丁夢寒
(安徽財經大學,安徽 蚌埠 233030)
“營改增”的初衷是為了解決我國營業稅帶來的重復征稅問題,而建立的維護社會經濟發展需求的稅收制度.同時也是自1994年分稅制改革以來,規模最大、范圍最廣、影響最深的一次稅制改革,在推行的過程中對地方稅制產生了一定的影響:首先是營改增導致地方稅失去了主體稅種.其次是嚴重加劇了地方財政收入與支出不匹配的程度.中央與地方的支出責任本來就為劃分明確,加上營改增后增值稅和營業稅的稅收收入分配方式的不確定,進而導致地方稅收收入遠低于地方財政支出,不利于地方經濟的穩定發展.綜上所述,營改增后完善地方的稅收制度迫在眉睫,成為當前需要深入探討的話題.
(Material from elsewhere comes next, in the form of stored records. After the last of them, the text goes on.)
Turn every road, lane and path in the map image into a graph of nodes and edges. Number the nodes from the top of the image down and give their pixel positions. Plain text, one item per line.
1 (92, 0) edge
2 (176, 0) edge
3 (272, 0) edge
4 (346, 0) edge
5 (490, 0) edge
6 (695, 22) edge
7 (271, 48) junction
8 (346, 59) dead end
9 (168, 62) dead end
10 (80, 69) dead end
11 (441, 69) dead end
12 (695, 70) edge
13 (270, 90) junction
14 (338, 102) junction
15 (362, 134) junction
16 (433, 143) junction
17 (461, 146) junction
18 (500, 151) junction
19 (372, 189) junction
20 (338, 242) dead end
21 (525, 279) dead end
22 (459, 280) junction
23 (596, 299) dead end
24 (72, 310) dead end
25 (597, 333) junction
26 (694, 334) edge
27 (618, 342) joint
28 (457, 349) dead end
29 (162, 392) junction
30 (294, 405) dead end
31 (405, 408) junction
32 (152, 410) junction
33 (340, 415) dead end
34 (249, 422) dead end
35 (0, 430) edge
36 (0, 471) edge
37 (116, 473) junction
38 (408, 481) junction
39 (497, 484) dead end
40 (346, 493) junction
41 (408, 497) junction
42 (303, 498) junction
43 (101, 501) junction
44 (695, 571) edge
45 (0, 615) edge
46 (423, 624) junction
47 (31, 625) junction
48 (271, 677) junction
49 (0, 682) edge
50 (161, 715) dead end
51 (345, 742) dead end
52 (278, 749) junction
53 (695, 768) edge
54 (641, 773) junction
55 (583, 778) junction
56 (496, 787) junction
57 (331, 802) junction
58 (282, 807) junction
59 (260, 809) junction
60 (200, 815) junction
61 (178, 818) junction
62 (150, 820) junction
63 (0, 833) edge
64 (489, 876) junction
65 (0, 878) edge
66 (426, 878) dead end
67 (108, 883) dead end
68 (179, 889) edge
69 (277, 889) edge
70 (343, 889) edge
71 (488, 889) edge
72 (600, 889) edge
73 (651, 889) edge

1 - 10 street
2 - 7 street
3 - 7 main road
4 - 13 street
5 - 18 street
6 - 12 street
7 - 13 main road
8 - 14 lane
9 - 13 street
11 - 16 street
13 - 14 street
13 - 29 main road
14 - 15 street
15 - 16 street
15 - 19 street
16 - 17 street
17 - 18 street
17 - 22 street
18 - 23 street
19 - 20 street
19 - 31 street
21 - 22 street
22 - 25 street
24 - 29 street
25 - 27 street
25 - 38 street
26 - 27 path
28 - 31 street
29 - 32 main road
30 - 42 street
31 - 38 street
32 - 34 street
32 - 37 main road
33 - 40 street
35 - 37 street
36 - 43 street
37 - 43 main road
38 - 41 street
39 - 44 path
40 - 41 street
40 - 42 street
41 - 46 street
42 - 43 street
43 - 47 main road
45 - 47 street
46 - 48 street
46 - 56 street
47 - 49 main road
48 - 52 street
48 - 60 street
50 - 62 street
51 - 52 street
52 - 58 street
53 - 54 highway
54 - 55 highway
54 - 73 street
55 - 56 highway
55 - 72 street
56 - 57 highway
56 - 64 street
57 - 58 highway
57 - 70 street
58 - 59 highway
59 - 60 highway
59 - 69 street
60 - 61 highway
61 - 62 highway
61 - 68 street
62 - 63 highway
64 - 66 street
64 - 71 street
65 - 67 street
2.1.1 地方稅包含的稅種.自1994年分稅制改革以來,地方稅的稅種不斷變化,但是大體上沒有太大幅度的變動,直到2016年的“營改增”之后,營業稅徹底消失,目前我國實行17個稅種,完全由中央征收的只有4個,其他能看作地方稅的有13個,地方稅由13個稅種所組成.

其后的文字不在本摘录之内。